Supplied entries

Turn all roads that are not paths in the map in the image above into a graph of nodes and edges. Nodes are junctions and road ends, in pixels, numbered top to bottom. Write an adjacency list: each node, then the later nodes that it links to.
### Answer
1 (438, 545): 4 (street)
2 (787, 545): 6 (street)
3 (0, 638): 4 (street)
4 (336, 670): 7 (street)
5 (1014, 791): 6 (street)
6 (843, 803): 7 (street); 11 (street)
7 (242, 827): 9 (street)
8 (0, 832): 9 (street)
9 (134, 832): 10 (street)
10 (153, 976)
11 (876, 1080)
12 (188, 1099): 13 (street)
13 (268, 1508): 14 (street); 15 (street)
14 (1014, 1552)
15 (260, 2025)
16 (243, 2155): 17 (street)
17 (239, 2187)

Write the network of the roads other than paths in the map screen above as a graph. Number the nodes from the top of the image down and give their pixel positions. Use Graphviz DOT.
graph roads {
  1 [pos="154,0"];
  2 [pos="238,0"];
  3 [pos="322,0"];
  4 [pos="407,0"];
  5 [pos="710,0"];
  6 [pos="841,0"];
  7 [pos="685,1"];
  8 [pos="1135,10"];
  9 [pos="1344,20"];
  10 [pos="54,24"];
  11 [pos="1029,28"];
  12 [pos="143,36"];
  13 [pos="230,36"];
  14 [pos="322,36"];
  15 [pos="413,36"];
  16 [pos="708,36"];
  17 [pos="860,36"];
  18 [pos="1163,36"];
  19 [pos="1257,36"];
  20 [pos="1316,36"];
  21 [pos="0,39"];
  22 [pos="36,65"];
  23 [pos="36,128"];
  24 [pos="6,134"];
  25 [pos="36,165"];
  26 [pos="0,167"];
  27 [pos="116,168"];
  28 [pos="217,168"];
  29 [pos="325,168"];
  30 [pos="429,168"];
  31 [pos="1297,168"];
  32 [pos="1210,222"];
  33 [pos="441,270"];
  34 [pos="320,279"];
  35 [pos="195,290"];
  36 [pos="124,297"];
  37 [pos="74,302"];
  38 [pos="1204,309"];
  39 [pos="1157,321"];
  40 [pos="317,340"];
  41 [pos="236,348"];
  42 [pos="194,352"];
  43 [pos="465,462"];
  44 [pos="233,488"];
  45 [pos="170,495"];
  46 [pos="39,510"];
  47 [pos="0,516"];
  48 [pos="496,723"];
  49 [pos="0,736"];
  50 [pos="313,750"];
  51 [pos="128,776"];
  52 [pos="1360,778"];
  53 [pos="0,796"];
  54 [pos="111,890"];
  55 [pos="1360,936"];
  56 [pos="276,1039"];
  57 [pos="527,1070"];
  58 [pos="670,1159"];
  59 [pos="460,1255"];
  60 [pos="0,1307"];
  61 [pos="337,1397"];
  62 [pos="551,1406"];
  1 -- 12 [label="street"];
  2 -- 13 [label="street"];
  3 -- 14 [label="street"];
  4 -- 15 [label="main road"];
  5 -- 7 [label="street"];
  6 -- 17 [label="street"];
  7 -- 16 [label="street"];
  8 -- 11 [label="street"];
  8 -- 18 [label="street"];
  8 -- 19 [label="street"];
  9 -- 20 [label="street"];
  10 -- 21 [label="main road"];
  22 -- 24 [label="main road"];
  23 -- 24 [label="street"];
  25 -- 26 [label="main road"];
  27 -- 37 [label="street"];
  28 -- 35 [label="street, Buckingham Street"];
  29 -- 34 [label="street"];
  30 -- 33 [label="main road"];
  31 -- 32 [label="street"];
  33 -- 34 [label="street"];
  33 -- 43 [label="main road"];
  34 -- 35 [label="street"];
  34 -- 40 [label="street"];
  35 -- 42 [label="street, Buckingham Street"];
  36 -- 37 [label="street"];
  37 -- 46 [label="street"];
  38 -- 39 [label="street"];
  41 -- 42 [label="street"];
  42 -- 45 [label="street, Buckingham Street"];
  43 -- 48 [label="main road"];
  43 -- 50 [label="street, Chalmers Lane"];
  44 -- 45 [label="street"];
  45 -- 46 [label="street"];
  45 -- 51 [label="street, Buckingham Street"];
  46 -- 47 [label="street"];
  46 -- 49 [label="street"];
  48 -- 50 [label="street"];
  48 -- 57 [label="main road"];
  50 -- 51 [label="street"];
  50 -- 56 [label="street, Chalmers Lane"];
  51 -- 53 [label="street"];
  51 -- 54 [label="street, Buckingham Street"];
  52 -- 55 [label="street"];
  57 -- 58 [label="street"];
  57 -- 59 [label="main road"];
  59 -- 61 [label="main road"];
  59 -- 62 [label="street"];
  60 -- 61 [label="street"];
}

What this task involves
Transcribe each entry verbatim, leaving none out.

Solution below
Turn all roads that are not paths in the map in the image above into a graph of nodes and edges. Nodes are junctions and road ends, in pixels, numbered top to bottom. Write an adjacency list: each node, then the later nodes that it links to.
### Answer
1 (438, 545): 4 (street)
2 (787, 545): 6 (street)
3 (0, 638): 4 (street)
4 (336, 670): 7 (street)
5 (1014, 791): 6 (street)
6 (843, 803): 7 (street); 11 (street)
7 (242, 827): 9 (street)
8 (0, 832): 9 (street)
9 (134, 832): 10 (street)
10 (153, 976)
11 (876, 1080)
12 (188, 1099): 13 (street)
13 (268, 1508): 14 (street); 15 (street)
14 (1014, 1552)
15 (260, 2025)
16 (243, 2155): 17 (street)
17 (239, 2187)

Write the network of the roads other than paths in the map screen above as a graph. Number the nodes from the top of the image down and give their pixel positions. Use Graphviz DOT.
graph roads {
  1 [pos="154,0"];
  2 [pos="238,0"];
  3 [pos="322,0"];
  4 [pos="407,0"];
  5 [pos="710,0"];
  6 [pos="841,0"];
  7 [pos="685,1"];
  8 [pos="1135,10"];
  9 [pos="1344,20"];
  10 [pos="54,24"];
  11 [pos="1029,28"];
  12 [pos="143,36"];
  13 [pos="230,36"];
  14 [pos="322,36"];
  15 [pos="413,36"];
  16 [pos="708,36"];
  17 [pos="860,36"];
  18 [pos="1163,36"];
  19 [pos="1257,36"];
  20 [pos="1316,36"];
  21 [pos="0,39"];
  22 [pos="36,65"];
  23 [pos="36,128"];
  24 [pos="6,134"];
  25 [pos="36,165"];
  26 [pos="0,167"];
  27 [pos="116,168"];
  28 [pos="217,168"];
  29 [pos="325,168"];
  30 [pos="429,168"];
  31 [pos="1297,168"];
  32 [pos="1210,222"];
  33 [pos="441,270"];
  34 [pos="320,279"];
  35 [pos="195,290"];
  36 [pos="124,297"];
  37 [pos="74,302"];
  38 [pos="1204,309"];
  39 [pos="1157,321"];
  40 [pos="317,340"];
  41 [pos="236,348"];
  42 [pos="194,352"];
  43 [pos="465,462"];
  44 [pos="233,488"];
  45 [pos="170,495"];
  46 [pos="39,510"];
  47 [pos="0,516"];
  48 [pos="496,723"];
  49 [pos="0,736"];
  50 [pos="313,750"];
  51 [pos="128,776"];
  52 [pos="1360,778"];
  53 [pos="0,796"];
  54 [pos="111,890"];
  55 [pos="1360,936"];
  56 [pos="276,1039"];
  57 [pos="527,1070"];
  58 [pos="670,1159"];
  59 [pos="460,1255"];
  60 [pos="0,1307"];
  61 [pos="337,1397"];
  62 [pos="551,1406"];
  1 -- 12 [label="street"];
  2 -- 13 [label="street"];
  3 -- 14 [label="street"];
  4 -- 15 [label="main road"];
  5 -- 7 [label="street"];
  6 -- 17 [label="street"];
  7 -- 16 [label="street"];
  8 -- 11 [label="street"];
  8 -- 18 [label="street"];
  8 -- 19 [label="street"];
  9 -- 20 [label="street"];
  10 -- 21 [label="main road"];
  22 -- 24 [label="main road"];
  23 -- 24 [label="street"];
  25 -- 26 [label="main road"];
  27 -- 37 [label="street"];
  28 -- 35 [label="street, Buckingham Street"];
  29 -- 34 [label="street"];
  30 -- 33 [label="main road"];
  31 -- 32 [label="street"];
  33 -- 34 [label="street"];
  33 -- 43 [label="main road"];
  34 -- 35 [label="street"];
  34 -- 40 [label="street"];
  35 -- 42 [label="street, Buckingham Street"];
  36 -- 37 [label="street"];
  37 -- 46 [label="street"];
  38 -- 39 [label="street"];
  41 -- 42 [label="street"];
  42 -- 45 [label="street, Buckingham Street"];
  43 -- 48 [label="main road"];
  43 -- 50 [label="street, Chalmers Lane"];
  44 -- 45 [label="street"];
  45 -- 46 [label="street"];
  45 -- 51 [label="street, Buckingham Street"];
  46 -- 47 [label="street"];
  46 -- 49 [label="street"];
  48 -- 50 [label="street"];
  48 -- 57 [label="main road"];
  50 -- 51 [label="street"];
  50 -- 56 [label="street, Chalmers Lane"];
  51 -- 53 [label="street"];
  51 -- 54 [label="street, Buckingham Street"];
  52 -- 55 [label="street"];
  57 -- 58 [label="street"];
  57 -- 59 [label="main road"];
  59 -- 61 [label="main road"];
  59 -- 62 [label="street"];
  60 -- 61 [label="street"];
}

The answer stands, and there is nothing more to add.